Transcriptome Sequencing of Nurr1 knockdown cells and the controls

Parkinsons disease (PD) is a progressive neurodegenerative disease characterized by the degeneration of dopaminergic neurons in the substantia nigra and the accumulation of misfolded proteins within susceptible neurons. Nuclear receptor related protein 1 (Nurr1), an orphan nuclear receptor, is widely involved in various signaling pathways associated with human diseases, particularly neurological and neurodegenerative diseases.
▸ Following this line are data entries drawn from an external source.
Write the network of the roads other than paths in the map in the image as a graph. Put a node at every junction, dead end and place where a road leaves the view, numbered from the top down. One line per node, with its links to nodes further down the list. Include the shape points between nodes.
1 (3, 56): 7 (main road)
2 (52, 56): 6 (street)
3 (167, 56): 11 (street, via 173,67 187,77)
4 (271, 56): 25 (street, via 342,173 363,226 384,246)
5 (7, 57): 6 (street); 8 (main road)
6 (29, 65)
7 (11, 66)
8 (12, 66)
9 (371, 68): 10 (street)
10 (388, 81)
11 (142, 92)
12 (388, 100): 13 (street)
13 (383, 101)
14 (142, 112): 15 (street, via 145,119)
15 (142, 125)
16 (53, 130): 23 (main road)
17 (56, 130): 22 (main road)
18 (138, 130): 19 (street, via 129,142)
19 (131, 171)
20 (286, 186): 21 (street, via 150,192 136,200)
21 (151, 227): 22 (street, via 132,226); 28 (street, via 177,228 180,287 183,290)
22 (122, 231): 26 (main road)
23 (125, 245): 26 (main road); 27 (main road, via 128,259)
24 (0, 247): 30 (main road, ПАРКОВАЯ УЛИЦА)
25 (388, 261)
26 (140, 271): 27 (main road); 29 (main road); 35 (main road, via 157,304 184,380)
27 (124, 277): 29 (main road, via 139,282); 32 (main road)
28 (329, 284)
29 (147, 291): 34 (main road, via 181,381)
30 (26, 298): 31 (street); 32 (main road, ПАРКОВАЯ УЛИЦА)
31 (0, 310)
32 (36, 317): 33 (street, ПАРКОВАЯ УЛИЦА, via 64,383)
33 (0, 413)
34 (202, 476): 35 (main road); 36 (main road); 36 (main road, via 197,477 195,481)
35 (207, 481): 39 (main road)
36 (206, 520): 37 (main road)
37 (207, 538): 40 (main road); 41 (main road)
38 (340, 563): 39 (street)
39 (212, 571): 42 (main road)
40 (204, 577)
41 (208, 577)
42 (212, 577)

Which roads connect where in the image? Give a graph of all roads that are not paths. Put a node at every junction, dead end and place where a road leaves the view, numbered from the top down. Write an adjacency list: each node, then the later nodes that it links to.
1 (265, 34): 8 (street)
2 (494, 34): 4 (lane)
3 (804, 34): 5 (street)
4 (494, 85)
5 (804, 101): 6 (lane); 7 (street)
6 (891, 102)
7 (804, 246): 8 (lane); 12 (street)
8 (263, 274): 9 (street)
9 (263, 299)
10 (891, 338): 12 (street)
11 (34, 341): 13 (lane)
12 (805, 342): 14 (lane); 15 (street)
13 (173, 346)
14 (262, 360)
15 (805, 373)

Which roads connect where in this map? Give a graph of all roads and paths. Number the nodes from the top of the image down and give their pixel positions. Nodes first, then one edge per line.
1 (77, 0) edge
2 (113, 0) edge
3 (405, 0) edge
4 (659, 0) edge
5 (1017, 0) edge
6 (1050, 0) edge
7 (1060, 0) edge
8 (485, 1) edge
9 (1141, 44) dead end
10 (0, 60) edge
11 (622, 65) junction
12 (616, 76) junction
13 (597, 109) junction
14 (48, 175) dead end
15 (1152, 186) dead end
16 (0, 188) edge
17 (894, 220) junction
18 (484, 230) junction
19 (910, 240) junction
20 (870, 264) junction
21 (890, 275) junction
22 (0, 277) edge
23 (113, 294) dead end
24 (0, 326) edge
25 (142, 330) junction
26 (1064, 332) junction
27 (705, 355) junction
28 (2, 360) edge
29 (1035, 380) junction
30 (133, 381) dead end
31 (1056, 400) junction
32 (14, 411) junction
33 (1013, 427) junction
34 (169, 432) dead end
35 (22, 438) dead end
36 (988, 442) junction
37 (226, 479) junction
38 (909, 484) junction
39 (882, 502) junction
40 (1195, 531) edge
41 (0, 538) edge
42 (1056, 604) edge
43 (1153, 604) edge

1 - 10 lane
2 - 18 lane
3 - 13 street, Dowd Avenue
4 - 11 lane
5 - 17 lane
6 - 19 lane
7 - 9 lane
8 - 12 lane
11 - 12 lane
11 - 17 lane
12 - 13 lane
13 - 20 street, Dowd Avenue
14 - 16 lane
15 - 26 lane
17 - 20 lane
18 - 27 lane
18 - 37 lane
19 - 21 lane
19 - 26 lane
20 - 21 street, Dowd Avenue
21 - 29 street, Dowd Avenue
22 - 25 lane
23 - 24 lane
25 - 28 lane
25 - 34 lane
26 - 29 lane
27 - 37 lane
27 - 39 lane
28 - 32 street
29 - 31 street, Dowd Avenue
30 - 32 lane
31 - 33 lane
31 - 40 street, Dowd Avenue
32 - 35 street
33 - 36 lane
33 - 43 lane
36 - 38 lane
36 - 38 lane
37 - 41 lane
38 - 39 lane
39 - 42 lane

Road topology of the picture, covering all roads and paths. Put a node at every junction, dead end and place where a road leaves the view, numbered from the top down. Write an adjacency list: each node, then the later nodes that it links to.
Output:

As a transcription factor, Nurr1 regulates the expression of tyrosine hydroxylase (TH), aromatic amino acid decarboxylase (AADC) and the dopamine transporter (DAT) which are essential for the synthesis, storage, and release of dopamine, indicating that Nurr1 has a vital role in maintaining the differentiation and maturation of dopaminergic neurons. We genarated stable Nurr1 knockdown mouse neuroblastoma N2a cells and relevant control cells. Total RNA of Nurr1 knockdown and control cells was extracted and evaluated. The libraries were constructed by Truseq Stranded mRNA LTSample Prep Kit according to the manufacturers instruction and then sequenced on the Illumina sequencing platform. Advanced analysis of transcriptome sequencing with reference genes was conducted to see the alterations in the transcriptome of Nurr1 knockdown N2a cells. The results will throw light upon new pathogenesis of Parkinsons disease.